A federal jury ruled on Tuesday that CVS, Walgreens and Walmart recklessly distributed prescription opioids in two Ohio counties. The case will likely reverberate across the legal system; America’s opioid epidemic has precipitated thousands of lawsuits against drug makers and distributors.

The Associated Press reports that “Lake and Trumbull counties were able to convince the jury that the pharmacies played an outsized role in creating a public nuisance in the way they dispensed pain medication into their communities.”

The ‘public nuisance’ legal argument has been deployed in opioid cases before. Judges in California and Oklahoma rejected it earlier this month in separate proceedings.

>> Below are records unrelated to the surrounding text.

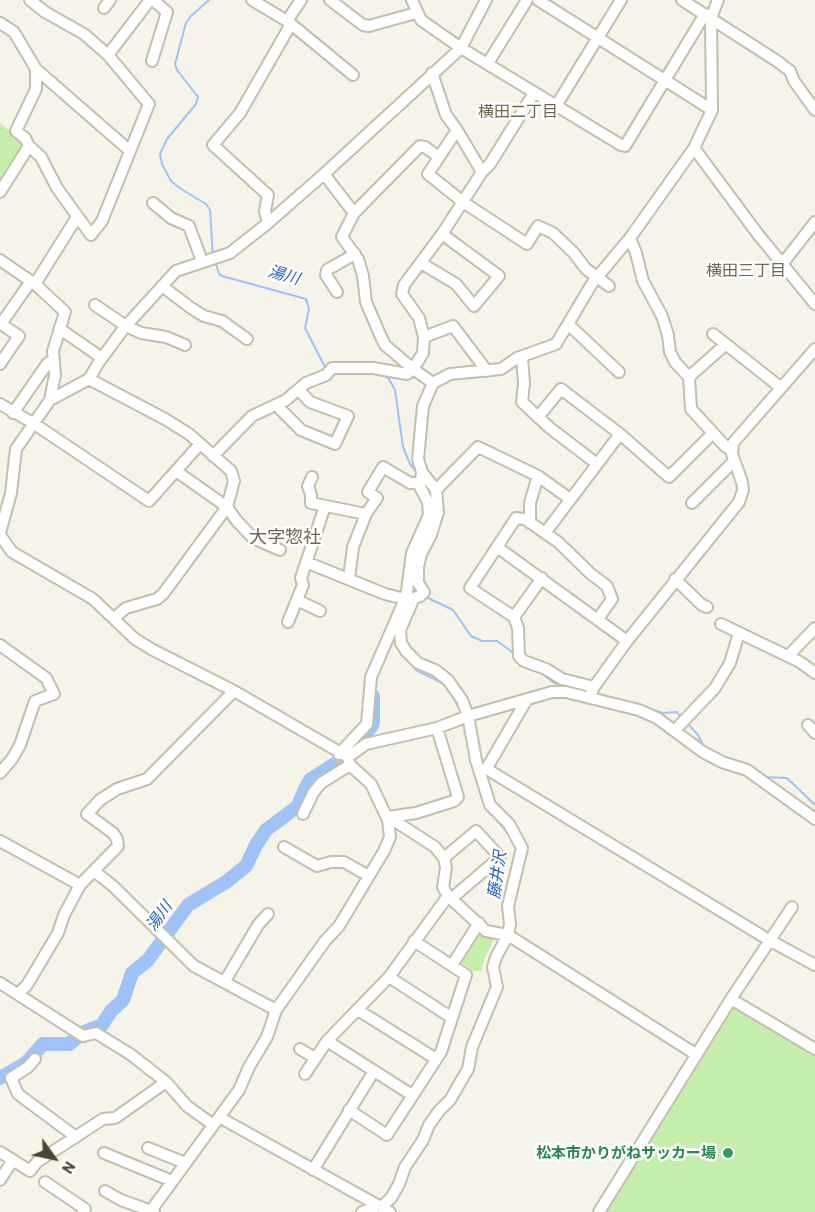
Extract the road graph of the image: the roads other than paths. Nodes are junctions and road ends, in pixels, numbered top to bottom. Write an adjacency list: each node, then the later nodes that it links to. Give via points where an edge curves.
1 (30, 0): 19 (street, via 84,34)
2 (252, 0): 15 (street)
3 (301, 0): 15 (street)
4 (330, 0): 13 (street, via 369,26)
5 (412, 0): 13 (street)
6 (486, 0): 18 (street)
7 (527, 0): 21 (street)
8 (538, 0): 17 (street)
9 (621, 0): 17 (street)
10 (682, 0): 14 (street)
11 (718, 0): 14 (street)
12 (148, 1): 19 (street); 20 (street, via 167,12)
13 (417, 13): 18 (street)
14 (708, 16): 25 (street); 28 (street); 29 (street, via 790,71)
15 (289, 23): 24 (street); 43 (street, via 240,113 213,146 268,195)
16 (0, 24): 22 (street, via 14,32)
17 (598, 38): 25 (street); 27 (street)
18 (461, 48): 21 (street); 23 (street)
19 (108, 55): 33 (street, via 148,104)
20 (152, 61)
21 (488, 63): 26 (street)
22 (36, 69): 31 (street, via 36,89 16,131); 33 (street)
23 (432, 73): 30 (street, via 446,115); 36 (street)
24 (353, 75)
25 (665, 81): 27 (street, via 625,146); 28 (street)
26 (534, 93): 27 (street); 35 (street)
27 (556, 106)
28 (712, 110): 32 (street)
29 (815, 110)
30 (457, 130): 34 (street); 35 (street)
31 (29, 146): 37 (street); 41 (street, via 41,156)
32 (694, 148): 45 (street); 50 (street)
33 (130, 151): 41 (street, via 102,220 91,235)
34 (439, 157): 38 (street, via 428,174); 40 (street, via 420,146)
35 (482, 172): 38 (street)
36 (324, 174): 40 (street); 43 (street)
37 (0, 192)
38 (463, 202): 44 (street); 51 (street, via 527,244 538,225 553,233)
39 (153, 203): 48 (street, via 189,226)
40 (354, 213): 46 (street, via 342,237)
41 (78, 217): 52 (street)
42 (815, 222): 50 (street)
43 (268, 223): 48 (street, via 230,253)
44 (442, 234): 49 (street); 49 (street, via 499,276 474,306 456,284)
45 (630, 238): 51 (street); 74 (street, via 643,281 662,316 670,352)
46 (355, 254): 55 (street, via 327,270); 71 (street, via 366,303 385,345)
47 (0, 260): 52 (street)
48 (202, 261): 53 (street, via 176,271)
49 (421, 263): 62 (street, via 402,294 418,318)
50 (783, 263): 56 (street)
51 (596, 278): 54 (street); 58 (street)
52 (33, 283): 60 (street, via 65,312); 70 (street, via 1,324 19,336)
53 (162, 286): 59 (street); 63 (street, via 191,308 222,321)
54 (609, 286)
55 (337, 292)
56 (815, 304)
57 (95, 305): 59 (street)
58 (568, 324): 67 (street, via 556,344); 73 (street)
59 (126, 326): 65 (street); 68 (street)
60 (60, 329): 68 (street); 69 (street)
61 (713, 334): 64 (street)
62 (424, 337): 71 (street, via 423,353); 72 (street, via 453,326)
63 (248, 339)
64 (726, 344): 74 (street); 77 (street)
65 (185, 345)
66 (815, 349): 77 (street)
67 (522, 357): 72 (street, via 501,369); 83 (street, via 522,402)
68 (102, 358): 75 (street)
69 (54, 359): 79 (street); 82 (street)
70 (0, 364)
71 (413, 369): 76 (street); 78 (street, via 407,374 373,368 332,368)
72 (487, 371): 76 (street, via 450,374)
73 (619, 372)
74 (689, 377): 85 (street, via 691,409)
75 (89, 379): 79 (street); 87 (street, via 165,419)
76 (433, 383): 94 (street, via 423,406 418,459)
77 (780, 387): 89 (street, via 737,437)
78 (299, 390): 81 (street); 81 (street, via 310,402 348,416 335,444 301,430)
79 (50, 400): 84 (street)
80 (0, 404): 82 (street)
81 (276, 405): 88 (street, via 252,416)
82 (13, 413): 84 (street)
83 (538, 417): 86 (street, via 561,389); 90 (street)
84 (33, 423): 91 (street, via 149,501); 103 (street, via 16,449 11,493)
85 (713, 433): 86 (street, via 669,477); 89 (street)
86 (620, 434): 90 (street)
87 (200, 444): 88 (street); 91 (street)
88 (213, 456): 99 (street, via 231,471 234,481)
89 (733, 456): 97 (street); 109 (street, via 742,482 739,502)
90 (597, 464): 96 (street)
91 (176, 471): 99 (street)
92 (538, 476): 95 (street, via 478,447); 96 (street); 101 (street, via 530,503)
93 (312, 477): 98 (street, via 308,486 311,502)
94 (421, 477): 95 (street); 100 (street, via 410,483 383,467 368,492 377,498); 110 (street, via 420,487 428,502 429,515 412,553)
95 (436, 490): 129 (street, via 436,520 418,567 418,583 424,592 414,598 400,630 401,643 412,658 448,680)
96 (570, 499): 102 (street)
97 (692, 503)
98 (325, 506): 100 (street); 106 (street)
99 (227, 507): 105 (street, via 253,538); 115 (street, via 163,594 126,608)
100 (366, 514): 107 (street, via 353,547)
101 (530, 523): 102 (street); 104 (street, via 516,518)
102 (545, 533): 116 (street, via 607,585 612,599)
103 (0, 534): 115 (street, via 12,552 93,599)
104 (497, 547): 108 (street); 114 (street, via 470,588)
105 (280, 550)
106 (306, 562): 107 (street); 111 (street)
107 (349, 578): 110 (street)
108 (542, 578): 114 (street); 116 (street)
109 (675, 579): 112 (street); 121 (street)
110 (405, 599): 132 (street, via 371,676 367,724)
111 (297, 600): 113 (street); 117 (street)
112 (707, 607)
113 (320, 610)
114 (514, 617): 125 (street, via 519,656 524,661 562,679)
115 (114, 618): 126 (street, via 153,650)
116 (598, 619): 121 (street)
117 (288, 622)
118 (721, 624): 120 (street)
119 (815, 628): 123 (street)
120 (739, 633): 123 (street); 131 (street, via 730,663 715,688)
121 (627, 641): 125 (street)
122 (0, 645): 133 (street, via 46,678 54,694 35,701 20,745)
123 (788, 656): 124 (street)
124 (815, 673)
125 (594, 687): 127 (street)
126 (234, 691): 132 (street); 140 (street, via 147,779 117,789 87,814 113,833 118,846)
127 (589, 698): 128 (street, via 552,692); 131 (street, via 639,710)
128 (526, 701): 129 (street); 149 (street, via 488,766 490,771)
129 (468, 716): 130 (street); 147 (street, via 490,805 508,824 522,848 508,906 510,924)
130 (437, 728): 132 (street, via 366,744); 135 (street, via 458,797)
131 (675, 730): 136 (street, via 703,752 747,770)
132 (346, 758): 134 (street, via 313,793); 135 (street, via 371,784)
133 (0, 773)
134 (303, 814)
135 (388, 819): 139 (street, via 423,838); 141 (street, via 390,837)
136 (815, 819)
137 (0, 841): 142 (street)
138 (284, 847): 141 (street, via 317,866 345,862)
139 (444, 858): 143 (street, via 443,887); 143 (street, via 476,831 500,857)
140 (94, 871): 142 (street); 153 (street, via 194,966)
141 (369, 876): 157 (street, via 339,926)
142 (80, 885): 155 (street, via 58,933 27,986)
143 (449, 898): 146 (street); 148 (street)
144 (792, 907): 149 (street)
145 (268, 914): 153 (street)
146 (479, 924): 147 (street, via 486,931); 150 (street)
147 (504, 935): 163 (street); 184 (street, via 494,967 497,987 472,1047 468,1069 450,1101 429,1125)
148 (414, 940): 150 (street); 152 (street)
149 (770, 940): 151 (street); 156 (street)
150 (452, 965): 159 (street, via 466,975)
151 (815, 965)
152 (389, 977): 158 (street); 159 (street)
153 (225, 981): 157 (street)
154 (0, 983): 155 (street)
155 (18, 994): 169 (street, via 82,1036 96,1033 114,1043)
156 (731, 999): 162 (street); 163 (street)
157 (276, 1010): 172 (street, via 239,1090)
158 (358, 1010): 160 (street); 166 (street)
159 (452, 1018): 166 (street)
160 (327, 1041): 164 (street); 167 (street)
161 (300, 1049): 164 (street)
162 (815, 1049)
163 (697, 1055): 188 (street)
164 (315, 1058): 168 (street)
165 (35, 1059): 173 (street, via 10,1078 18,1094)
166 (436, 1059): 170 (street)
167 (374, 1071): 170 (street); 171 (street)
168 (305, 1074)
169 (166, 1082): 172 (street, via 187,1106); 173 (street, via 115,1118 103,1119)
170 (412, 1095): 171 (street, via 387,1135)
171 (349, 1110): 179 (street)
172 (216, 1121): 178 (street); 179 (street)
173 (76, 1137): 177 (street, via 37,1162 30,1171)
174 (148, 1148): 178 (street)
175 (0, 1152): 177 (street)
176 (104, 1153): 181 (street)
177 (13, 1160): 180 (street)
178 (185, 1163): 181 (street)
179 (313, 1170): 184 (street)
180 (0, 1180)
181 (172, 1181): 185 (street)
182 (45, 1182): 186 (street, via 85,1209)
183 (105, 1191): 185 (street)
184 (383, 1208): 187 (street)
185 (152, 1211)
186 (83, 1212)
187 (362, 1212)
188 (598, 1212)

“But in this case,” reports The New York Times, “lawyers used the legal theory successfully, arguing that for years, the pharmacies turned a blind eye to countless red flags about suspicious opioid orders, both at the local counter with patients and at the corporate headquarters, whose oversight requirements were, according to Mark Lanier, the counties’ lead trial lawyer, ‘Too little, too late.'”

Roughly 140 million prescription painkillers were dispensed in the two counties between 2012 and 2016 — equivalent to over three hundred doses per resident.

The Times reports that the jury ruling represents “the first time the retail segment of the drug industry has been held accountable in the decades-long epidemic.”

A trial judge will determine how much the pharmacies have to pay the counties. Settlement deals have already been reached with Rite Aide and Giant Eagle.

An attorney for the counties said treating the opioid epidemic has cost Lake and Trumbull a billion dollars each.